Updated: Feb 1, 2022


I.

At a Connecticut kindergarten,

a man severs 26 futures.

Tiny bodies lay lifeless

beside the daisies,

seeds uprooted.


Good thing I already know how to read.



II.

At a Florida high school,

a shooter scrawls swastikas

on ammunition magazines

before shattering seventeen souls,

scarring an entire generation

of seventeen-year-olds.


Good thing I already got my GED.



III.

At two New Zealand mosques,

a white supremacist slaughters

fifty-one worshippers

as they pray,

submitting to Allah,

and unwittingly,

to their graves.


Good thing I’m not Muslim.



IV.

At a Pittsburgh synagogue,

an anti-Semite with an assault rifle

massacres a minyan plus one,

transforming the day of rest

into one of mourning.


Good thing I no longer pray.



V.

At the grocery store,

a man fires a bullet

into his coworker’s car,

window shattered

where the bullet scattered,

a bag of peaches

in the victim’s quickly releasing grasp.


Good thing I don’t need any more food,

could lose some weight anyway.



VI.

At that house across the cul-de-sac,

a husband murders his wife point-blank

after she just won’t stop nagging him;

she crumples like paper, stained

across his living room floor.


Good thing I live across the street.



VII.

And now,

I hear a knock at the door,

the click of a rifle loading—

Maybe if I remain silent

inside this room,

damp from my fear

and dark like a womb,


They won’t be able to find me.



 

Danielle Resh is an avid writer, creative writing teacher, and personal historian based in Houston, Texas. Her poetry has been published in the Sunlight Press, Hevria Magazine, the Jewish Literary Journal, and Poetica’s 2019 Mizmor Anthology.
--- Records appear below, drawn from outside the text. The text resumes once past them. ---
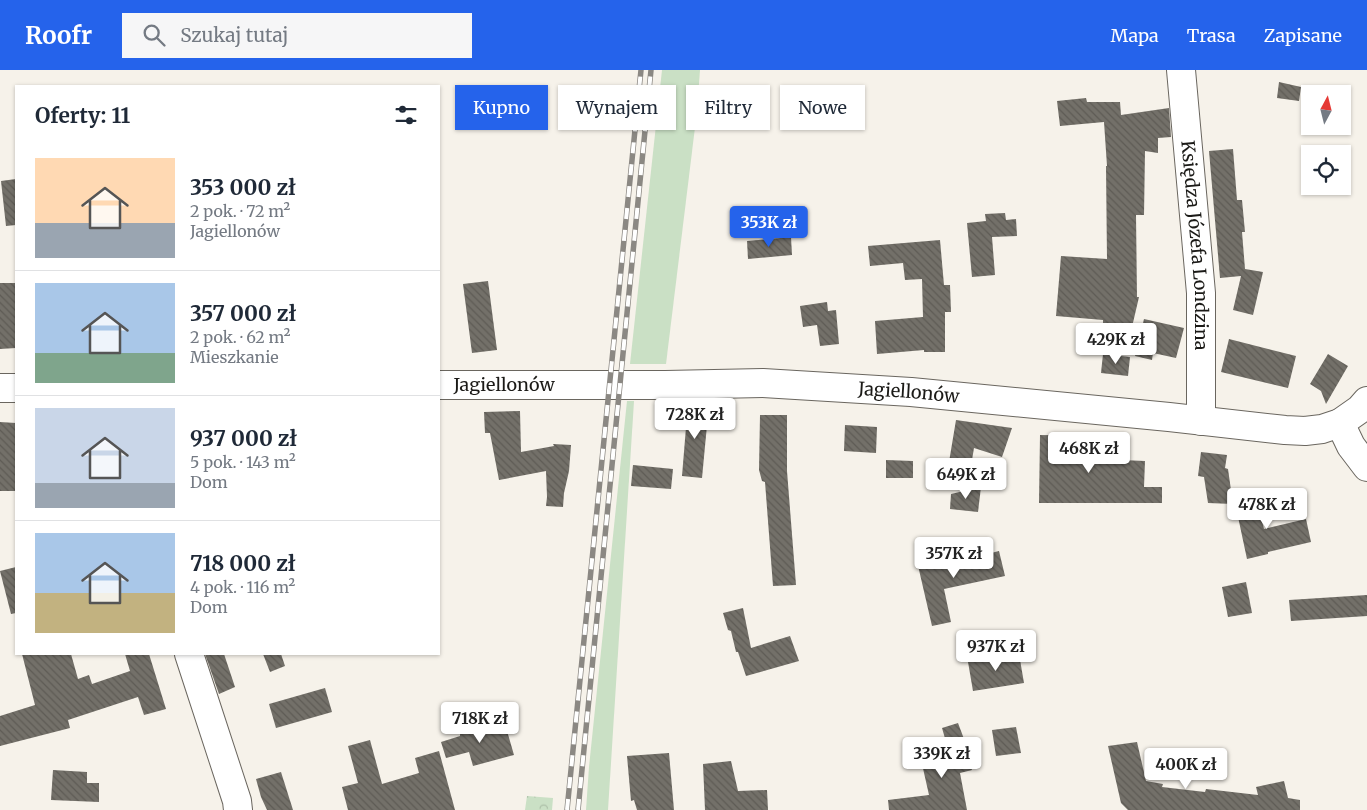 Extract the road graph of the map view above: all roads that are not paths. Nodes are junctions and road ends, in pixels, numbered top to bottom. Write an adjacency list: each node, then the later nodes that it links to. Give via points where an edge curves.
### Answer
1 (1182, 70): 6 (street, Księdza Józefa Londzina, via 1201,293)
2 (440, 385): 6 (street, Jagiellonów, via 763,383 911,392)
3 (0, 388): 4 (street)
4 (15, 388)
5 (1367, 401): 7 (street, Jagiellonów)
6 (1201, 420): 7 (street, Jagiellonów, via 1305,431)
7 (1340, 423): 8 (street, via 1351,446)
8 (1367, 467)
9 (190, 655): 10 (street)
10 (238, 810) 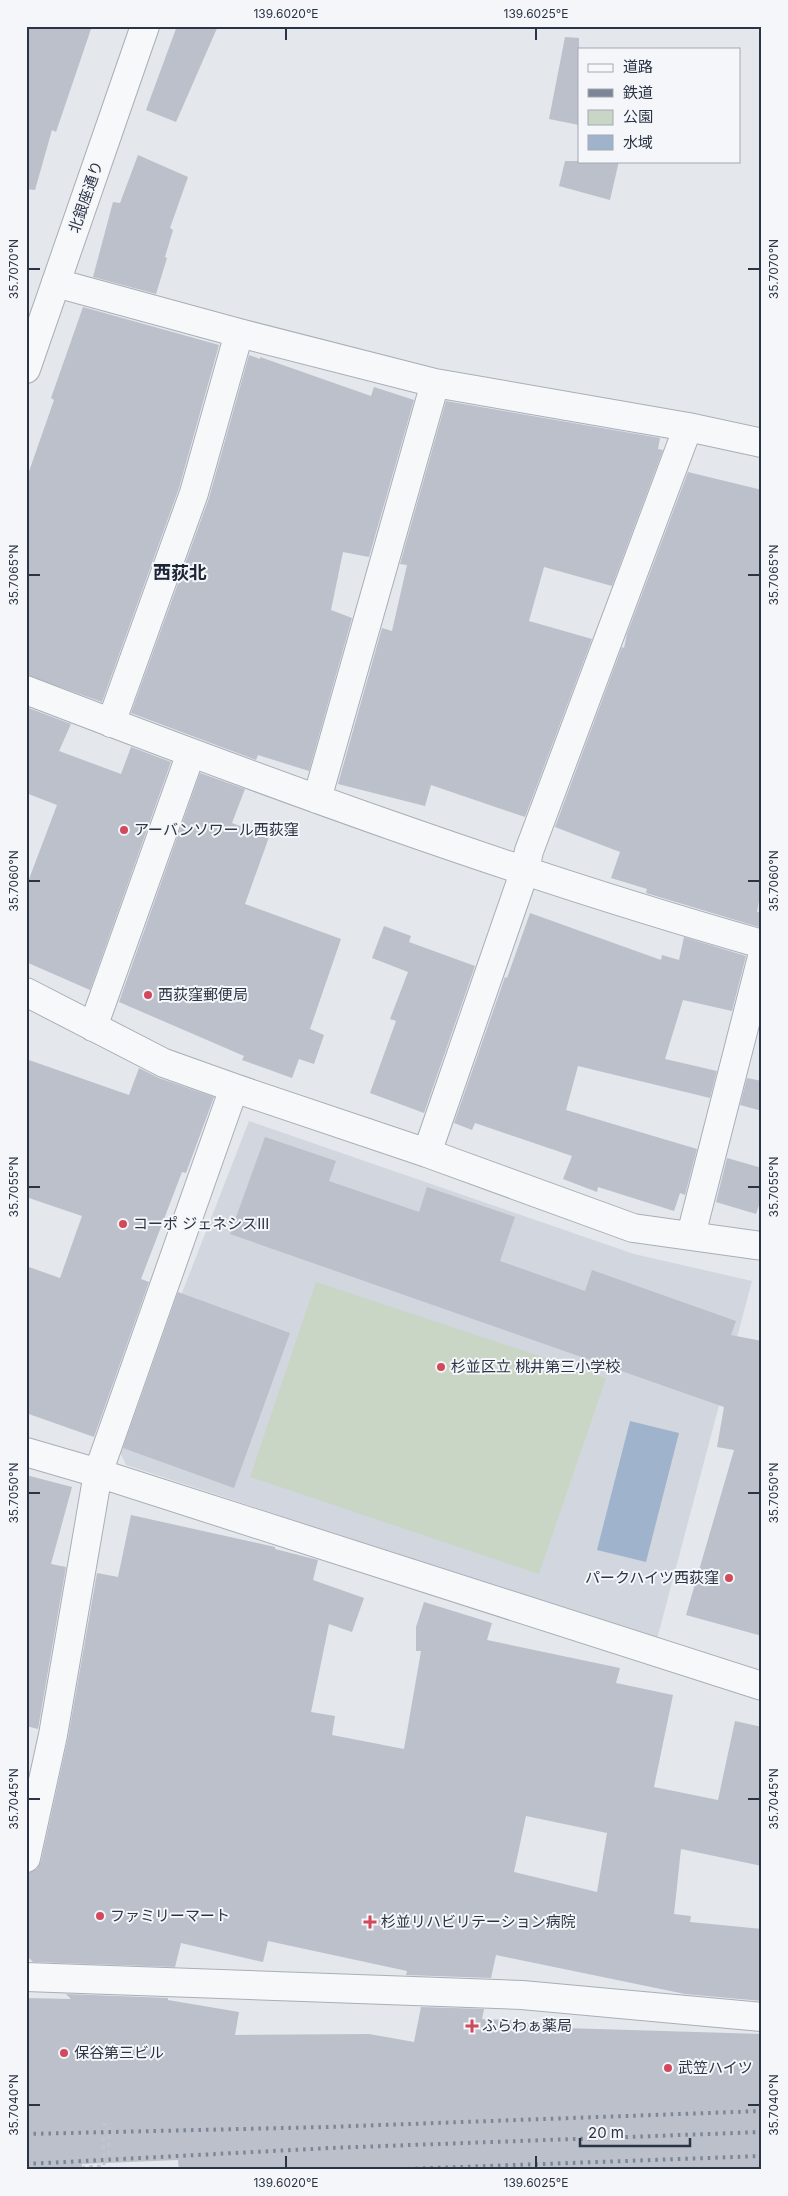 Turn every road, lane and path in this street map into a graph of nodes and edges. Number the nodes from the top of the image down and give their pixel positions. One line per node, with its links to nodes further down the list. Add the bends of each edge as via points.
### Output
1 (145, 26): 2 (street, 北銀座通り)
2 (56, 283): 3 (street); 4 (street, 北銀座通り)
3 (239, 333): 5 (street); 9 (street, via 194,493)
4 (26, 368)
5 (435, 383): 6 (street); 11 (street)
6 (688, 427): 7 (street); 12 (street, via 529,851)
7 (762, 443)
8 (26, 690): 9 (street)
9 (112, 723): 10 (street)
10 (191, 753): 11 (street); 16 (street)
11 (317, 799): 12 (street)
12 (525, 870): 13 (street, via 646,911); 18 (street)
13 (762, 944)
14 (762, 957): 19 (street)
15 (26, 992): 16 (street)
16 (93, 1027): 17 (street, via 164,1062)
17 (234, 1088): 18 (street); 22 (street)
18 (427, 1153): 19 (street, via 633,1228)
19 (690, 1235): 20 (street)
20 (762, 1246)
21 (26, 1452): 22 (street)
22 (98, 1473): 23 (street); 24 (street, via 52,1734)
23 (762, 1686)
24 (26, 1858)
25 (26, 1977): 26 (street, via 522,1995)
26 (762, 2017)
27 (84, 2170): 28 (path, via 84,2167 104,2166 104,2125 108,2124 110,2169)
28 (94, 2170) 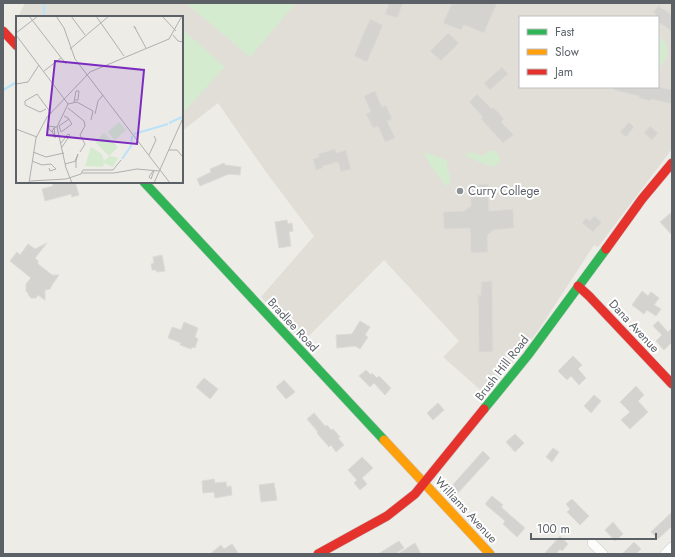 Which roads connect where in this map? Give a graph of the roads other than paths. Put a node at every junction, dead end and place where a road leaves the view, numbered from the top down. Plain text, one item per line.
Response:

In addition to writing poetry, she is also currently seeking publication for her magical realism novel about a small Jewish town in 1800s Poland whose Torah begins miraculously growing. Her manuscript was recognized as the winning historical fiction manuscript of the Writers’ League of Texas’ 2020 Manuscript Contest and as a finalist in the science fiction/fantasy category. More information about her work can be found at https://www.danielleresh.com/.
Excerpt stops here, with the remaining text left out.